Brownley's bill, which was passed by the Assembly, now goes to the Senate, where it probably will be heard by the Education Committee in the next day or two. Parents are again pushing for a trigger that would actually trigger reform, and we are hopeful we can get one back into the bill. We need to bring public education back to what it's supposed to be about: our children. And the only way that's going to happen is if parents take power.

  • Ben Austin is executive director of Parent Revolution, an organization that works with parents who want to take back and transform failing neighborhood schools.

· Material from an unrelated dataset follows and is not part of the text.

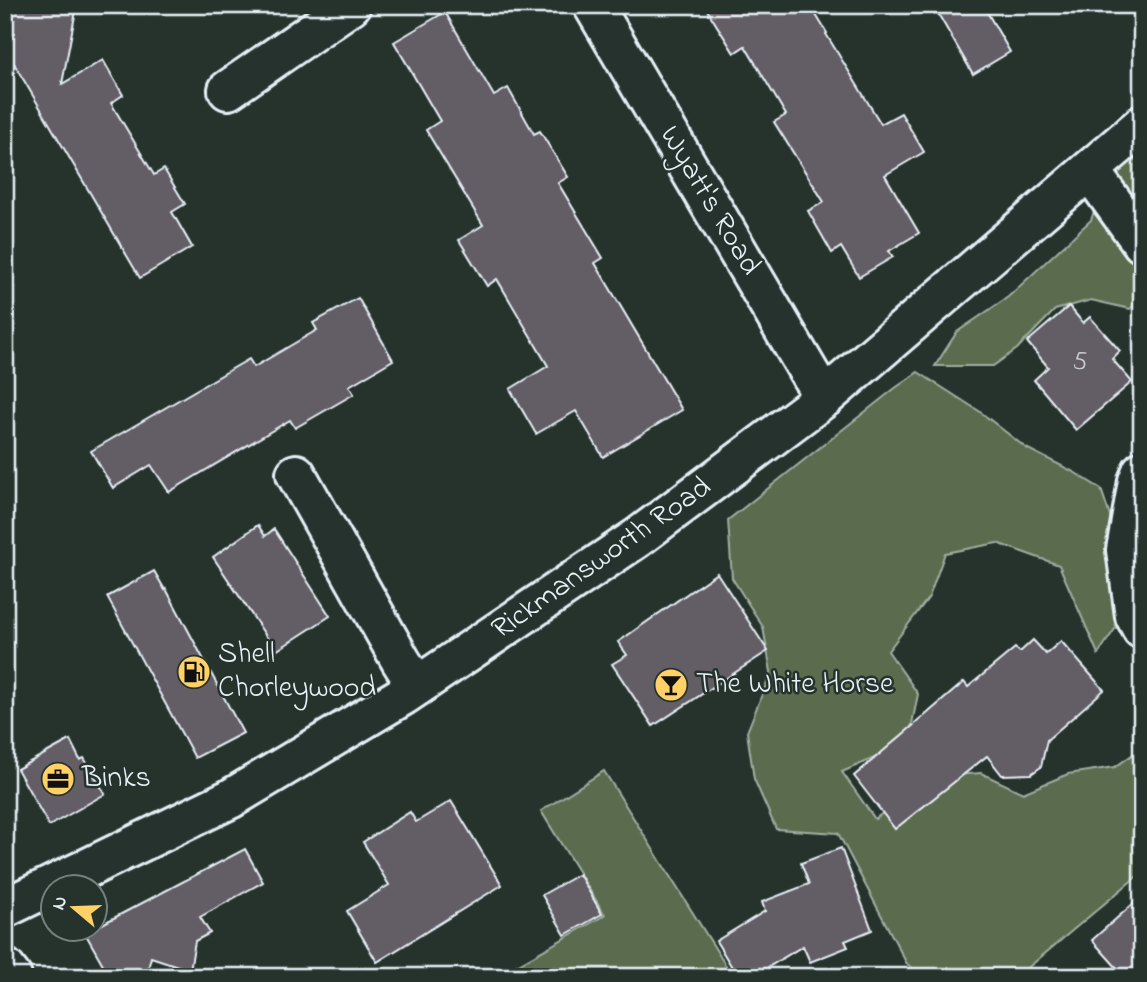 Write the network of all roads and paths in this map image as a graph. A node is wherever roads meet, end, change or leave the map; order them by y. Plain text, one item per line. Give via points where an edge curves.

●● smf’s 2¢: The Times’ bio of Austin (above) neglects to mention that Parent Revolution is a bought-and-paid-for (un)wholly owned subsidiary of Green Dot Public Schools; Austin’s and PR’s constituency is charter school parents.  The charter law already authorizes one-half of parents along with one-half of teachers at a school to vote to convert their school to a charter. I am an advocate for empowering parents – and LAUSD does parent involvement/empowerment piss-poorly – but education is a partnership between educators and parents and – ¡OMG! students!  A Partnership …what a concept!

To give parents the unilateral authority to take over a school by a simple majority devalues the value of teachers in the partnership and makes it 51% us-against-49% them.

  • The same can be said for Race to the Top/aka NCLB v.2.0 
  • RttT pits the futures of kids in one state against the future of kids in another based on how compliant their legislature is. Where is the equity in that?

Austin writes about reconstituting a school like it’s a good thing. Reconstitution under NCLB is punitive – the extreme sanction – termination with extreme prejudice.

Education  reform must be about learning-the-lessons and practicing-the-best-practices. Austin totally misses the point: Public Education is not about competition or community organizing or collective bargaining  or politics as unusual.  It’s about educating young people.